-- RECORDS FOR THE EXERCISE follows --
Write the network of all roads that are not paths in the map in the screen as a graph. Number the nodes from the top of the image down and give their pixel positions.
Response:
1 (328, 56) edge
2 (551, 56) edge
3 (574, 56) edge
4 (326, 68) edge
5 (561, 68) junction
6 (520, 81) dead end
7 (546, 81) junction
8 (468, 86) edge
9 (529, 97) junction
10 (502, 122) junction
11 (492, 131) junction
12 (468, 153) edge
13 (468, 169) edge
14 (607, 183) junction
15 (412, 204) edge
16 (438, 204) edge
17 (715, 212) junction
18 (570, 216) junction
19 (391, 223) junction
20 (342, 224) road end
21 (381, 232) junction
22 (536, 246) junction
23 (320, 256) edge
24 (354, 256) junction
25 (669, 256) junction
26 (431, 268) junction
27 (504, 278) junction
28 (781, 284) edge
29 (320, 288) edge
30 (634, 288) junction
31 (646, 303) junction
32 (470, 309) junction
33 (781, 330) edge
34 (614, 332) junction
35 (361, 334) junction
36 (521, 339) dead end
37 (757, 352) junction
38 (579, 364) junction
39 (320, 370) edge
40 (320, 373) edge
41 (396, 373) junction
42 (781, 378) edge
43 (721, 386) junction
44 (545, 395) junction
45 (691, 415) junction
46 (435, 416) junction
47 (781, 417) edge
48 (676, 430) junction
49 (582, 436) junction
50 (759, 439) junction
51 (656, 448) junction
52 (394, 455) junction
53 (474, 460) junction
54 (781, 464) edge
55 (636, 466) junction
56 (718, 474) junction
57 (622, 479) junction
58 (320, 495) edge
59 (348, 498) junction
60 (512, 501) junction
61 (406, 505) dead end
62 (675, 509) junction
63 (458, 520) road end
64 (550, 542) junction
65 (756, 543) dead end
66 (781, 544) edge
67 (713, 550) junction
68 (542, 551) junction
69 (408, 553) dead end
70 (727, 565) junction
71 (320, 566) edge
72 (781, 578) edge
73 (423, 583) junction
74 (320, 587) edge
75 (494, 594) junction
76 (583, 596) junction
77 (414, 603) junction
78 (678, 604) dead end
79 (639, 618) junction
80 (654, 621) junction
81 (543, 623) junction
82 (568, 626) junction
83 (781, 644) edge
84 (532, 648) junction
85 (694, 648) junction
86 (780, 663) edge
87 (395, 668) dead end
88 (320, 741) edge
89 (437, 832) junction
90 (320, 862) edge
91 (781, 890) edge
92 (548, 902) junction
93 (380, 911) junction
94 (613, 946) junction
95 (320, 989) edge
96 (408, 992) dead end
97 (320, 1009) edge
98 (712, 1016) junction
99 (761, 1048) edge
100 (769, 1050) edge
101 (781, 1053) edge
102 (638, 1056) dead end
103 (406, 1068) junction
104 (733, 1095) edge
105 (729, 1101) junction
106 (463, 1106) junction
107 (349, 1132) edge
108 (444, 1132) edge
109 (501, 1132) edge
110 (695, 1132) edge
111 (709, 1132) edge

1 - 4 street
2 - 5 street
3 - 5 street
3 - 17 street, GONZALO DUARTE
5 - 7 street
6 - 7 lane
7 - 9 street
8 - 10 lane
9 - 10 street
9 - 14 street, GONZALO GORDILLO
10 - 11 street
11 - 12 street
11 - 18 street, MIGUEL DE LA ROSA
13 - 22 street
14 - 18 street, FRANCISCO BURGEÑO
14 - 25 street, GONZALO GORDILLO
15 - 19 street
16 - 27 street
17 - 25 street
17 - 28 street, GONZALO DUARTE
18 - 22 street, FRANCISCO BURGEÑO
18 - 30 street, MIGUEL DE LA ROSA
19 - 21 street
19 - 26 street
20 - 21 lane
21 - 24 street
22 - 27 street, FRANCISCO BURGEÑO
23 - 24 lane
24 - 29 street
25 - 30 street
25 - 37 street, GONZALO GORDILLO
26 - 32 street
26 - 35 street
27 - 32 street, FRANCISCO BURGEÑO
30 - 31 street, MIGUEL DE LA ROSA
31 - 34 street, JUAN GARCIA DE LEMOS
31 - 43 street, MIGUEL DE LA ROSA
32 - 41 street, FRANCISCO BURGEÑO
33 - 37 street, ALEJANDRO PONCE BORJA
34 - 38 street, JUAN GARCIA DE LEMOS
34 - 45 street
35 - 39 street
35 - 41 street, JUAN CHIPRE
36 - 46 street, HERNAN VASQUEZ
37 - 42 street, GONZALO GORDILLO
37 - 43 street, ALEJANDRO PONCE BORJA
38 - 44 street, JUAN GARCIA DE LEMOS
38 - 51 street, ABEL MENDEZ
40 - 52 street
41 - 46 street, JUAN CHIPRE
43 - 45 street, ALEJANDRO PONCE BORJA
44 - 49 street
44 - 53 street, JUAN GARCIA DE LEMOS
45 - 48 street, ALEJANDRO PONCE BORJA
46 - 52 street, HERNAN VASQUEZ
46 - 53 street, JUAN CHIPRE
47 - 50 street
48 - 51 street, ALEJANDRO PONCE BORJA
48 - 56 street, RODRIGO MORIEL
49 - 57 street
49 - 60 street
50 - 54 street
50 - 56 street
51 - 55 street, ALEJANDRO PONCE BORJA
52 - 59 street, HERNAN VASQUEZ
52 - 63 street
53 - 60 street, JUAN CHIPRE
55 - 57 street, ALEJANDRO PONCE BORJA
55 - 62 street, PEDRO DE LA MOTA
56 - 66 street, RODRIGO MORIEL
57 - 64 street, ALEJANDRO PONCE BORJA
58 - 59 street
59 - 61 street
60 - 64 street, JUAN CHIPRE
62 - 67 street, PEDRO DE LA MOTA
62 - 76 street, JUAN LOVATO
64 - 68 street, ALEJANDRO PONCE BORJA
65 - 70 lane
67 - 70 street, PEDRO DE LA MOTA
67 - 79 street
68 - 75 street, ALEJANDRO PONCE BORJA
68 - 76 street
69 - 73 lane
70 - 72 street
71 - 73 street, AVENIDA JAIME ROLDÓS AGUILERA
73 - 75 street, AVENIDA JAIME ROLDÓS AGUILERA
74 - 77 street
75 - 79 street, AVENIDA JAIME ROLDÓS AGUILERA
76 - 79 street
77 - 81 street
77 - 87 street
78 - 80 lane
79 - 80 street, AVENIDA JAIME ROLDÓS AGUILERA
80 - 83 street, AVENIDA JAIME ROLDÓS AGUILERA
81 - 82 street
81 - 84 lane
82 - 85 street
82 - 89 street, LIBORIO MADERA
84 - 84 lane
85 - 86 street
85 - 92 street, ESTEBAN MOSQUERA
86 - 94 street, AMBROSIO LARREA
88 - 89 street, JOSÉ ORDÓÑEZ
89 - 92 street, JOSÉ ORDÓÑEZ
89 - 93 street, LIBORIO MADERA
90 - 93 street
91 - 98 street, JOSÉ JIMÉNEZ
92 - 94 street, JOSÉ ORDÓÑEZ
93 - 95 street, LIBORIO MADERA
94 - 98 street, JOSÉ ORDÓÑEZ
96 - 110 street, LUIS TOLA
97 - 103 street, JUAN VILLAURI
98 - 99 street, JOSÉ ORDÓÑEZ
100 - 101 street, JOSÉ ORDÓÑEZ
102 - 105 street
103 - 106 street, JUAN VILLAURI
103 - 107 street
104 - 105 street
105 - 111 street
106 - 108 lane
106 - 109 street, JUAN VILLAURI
-- RECORDS FOR THE EXERCISE concluded --
Repeat the material in full. Change nothing.

**OUTPUT OF THE EXERCISE**
Write the network of all roads that are not paths in the map in the screen as a graph. Number the nodes from the top of the image down and give their pixel positions.
Response:
1 (328, 56) edge
2 (551, 56) edge
3 (574, 56) edge
4 (326, 68) edge
5 (561, 68) junction
6 (520, 81) dead end
7 (546, 81) junction
8 (468, 86) edge
9 (529, 97) junction
10 (502, 122) junction
11 (492, 131) junction
12 (468, 153) edge
13 (468, 169) edge
14 (607, 183) junction
15 (412, 204) edge
16 (438, 204) edge
17 (715, 212) junction
18 (570, 216) junction
19 (391, 223) junction
20 (342, 224) road end
21 (381, 232) junction
22 (536, 246) junction
23 (320, 256) edge
24 (354, 256) junction
25 (669, 256) junction
26 (431, 268) junction
27 (504, 278) junction
28 (781, 284) edge
29 (320, 288) edge
30 (634, 288) junction
31 (646, 303) junction
32 (470, 309) junction
33 (781, 330) edge
34 (614, 332) junction
35 (361, 334) junction
36 (521, 339) dead end
37 (757, 352) junction
38 (579, 364) junction
39 (320, 370) edge
40 (320, 373) edge
41 (396, 373) junction
42 (781, 378) edge
43 (721, 386) junction
44 (545, 395) junction
45 (691, 415) junction
46 (435, 416) junction
47 (781, 417) edge
48 (676, 430) junction
49 (582, 436) junction
50 (759, 439) junction
51 (656, 448) junction
52 (394, 455) junction
53 (474, 460) junction
54 (781, 464) edge
55 (636, 466) junction
56 (718, 474) junction
57 (622, 479) junction
58 (320, 495) edge
59 (348, 498) junction
60 (512, 501) junction
61 (406, 505) dead end
62 (675, 509) junction
63 (458, 520) road end
64 (550, 542) junction
65 (756, 543) dead end
66 (781, 544) edge
67 (713, 550) junction
68 (542, 551) junction
69 (408, 553) dead end
70 (727, 565) junction
71 (320, 566) edge
72 (781, 578) edge
73 (423, 583) junction
74 (320, 587) edge
75 (494, 594) junction
76 (583, 596) junction
77 (414, 603) junction
78 (678, 604) dead end
79 (639, 618) junction
80 (654, 621) junction
81 (543, 623) junction
82 (568, 626) junction
83 (781, 644) edge
84 (532, 648) junction
85 (694, 648) junction
86 (780, 663) edge
87 (395, 668) dead end
88 (320, 741) edge
89 (437, 832) junction
90 (320, 862) edge
91 (781, 890) edge
92 (548, 902) junction
93 (380, 911) junction
94 (613, 946) junction
95 (320, 989) edge
96 (408, 992) dead end
97 (320, 1009) edge
98 (712, 1016) junction
99 (761, 1048) edge
100 (769, 1050) edge
101 (781, 1053) edge
102 (638, 1056) dead end
103 (406, 1068) junction
104 (733, 1095) edge
105 (729, 1101) junction
106 (463, 1106) junction
107 (349, 1132) edge
108 (444, 1132) edge
109 (501, 1132) edge
110 (695, 1132) edge
111 (709, 1132) edge

1 - 4 street
2 - 5 street
3 - 5 street
3 - 17 street, GONZALO DUARTE
5 - 7 street
6 - 7 lane
7 - 9 street
8 - 10 lane
9 - 10 street
9 - 14 street, GONZALO GORDILLO
10 - 11 street
11 - 12 street
11 - 18 street, MIGUEL DE LA ROSA
13 - 22 street
14 - 18 street, FRANCISCO BURGEÑO
14 - 25 street, GONZALO GORDILLO
15 - 19 street
16 - 27 street
17 - 25 street
17 - 28 street, GONZALO DUARTE
18 - 22 street, FRANCISCO BURGEÑO
18 - 30 street, MIGUEL DE LA ROSA
19 - 21 street
19 - 26 street
20 - 21 lane
21 - 24 street
22 - 27 street, FRANCISCO BURGEÑO
23 - 24 lane
24 - 29 street
25 - 30 street
25 - 37 street, GONZALO GORDILLO
26 - 32 street
26 - 35 street
27 - 32 street, FRANCISCO BURGEÑO
30 - 31 street, MIGUEL DE LA ROSA
31 - 34 street, JUAN GARCIA DE LEMOS
31 - 43 street, MIGUEL DE LA ROSA
32 - 41 street, FRANCISCO BURGEÑO
33 - 37 street, ALEJANDRO PONCE BORJA
34 - 38 street, JUAN GARCIA DE LEMOS
34 - 45 street
35 - 39 street
35 - 41 street, JUAN CHIPRE
36 - 46 street, HERNAN VASQUEZ
37 - 42 street, GONZALO GORDILLO
37 - 43 street, ALEJANDRO PONCE BORJA
38 - 44 street, JUAN GARCIA DE LEMOS
38 - 51 street, ABEL MENDEZ
40 - 52 street
41 - 46 street, JUAN CHIPRE
43 - 45 street, ALEJANDRO PONCE BORJA
44 - 49 street
44 - 53 street, JUAN GARCIA DE LEMOS
45 - 48 street, ALEJANDRO PONCE BORJA
46 - 52 street, HERNAN VASQUEZ
46 - 53 street, JUAN CHIPRE
47 - 50 street
48 - 51 street, ALEJANDRO PONCE BORJA
48 - 56 street, RODRIGO MORIEL
49 - 57 street
49 - 60 street
50 - 54 street
50 - 56 street
51 - 55 street, ALEJANDRO PONCE BORJA
52 - 59 street, HERNAN VASQUEZ
52 - 63 street
53 - 60 street, JUAN CHIPRE
55 - 57 street, ALEJANDRO PONCE BORJA
55 - 62 street, PEDRO DE LA MOTA
56 - 66 street, RODRIGO MORIEL
57 - 64 street, ALEJANDRO PONCE BORJA
58 - 59 street
59 - 61 street
60 - 64 street, JUAN CHIPRE
62 - 67 street, PEDRO DE LA MOTA
62 - 76 street, JUAN LOVATO
64 - 68 street, ALEJANDRO PONCE BORJA
65 - 70 lane
67 - 70 street, PEDRO DE LA MOTA
67 - 79 street
68 - 75 street, ALEJANDRO PONCE BORJA
68 - 76 street
69 - 73 lane
70 - 72 street
71 - 73 street, AVENIDA JAIME ROLDÓS AGUILERA
73 - 75 street, AVENIDA JAIME ROLDÓS AGUILERA
74 - 77 street
75 - 79 street, AVENIDA JAIME ROLDÓS AGUILERA
76 - 79 street
77 - 81 street
77 - 87 street
78 - 80 lane
79 - 80 street, AVENIDA JAIME ROLDÓS AGUILERA
80 - 83 street, AVENIDA JAIME ROLDÓS AGUILERA
81 - 82 street
81 - 84 lane
82 - 85 street
82 - 89 street, LIBORIO MADERA
84 - 84 lane
85 - 86 street
85 - 92 street, ESTEBAN MOSQUERA
86 - 94 street, AMBROSIO LARREA
88 - 89 street, JOSÉ ORDÓÑEZ
89 - 92 street, JOSÉ ORDÓÑEZ
89 - 93 street, LIBORIO MADERA
90 - 93 street
91 - 98 street, JOSÉ JIMÉNEZ
92 - 94 street, JOSÉ ORDÓÑEZ
93 - 95 street, LIBORIO MADERA
94 - 98 street, JOSÉ ORDÓÑEZ
96 - 110 street, LUIS TOLA
97 - 103 street, JUAN VILLAURI
98 - 99 street, JOSÉ ORDÓÑEZ
100 - 101 street, JOSÉ ORDÓÑEZ
102 - 105 street
103 - 106 street, JUAN VILLAURI
103 - 107 street
104 - 105 street
105 - 111 street
106 - 108 lane
106 - 109 street, JUAN VILLAURI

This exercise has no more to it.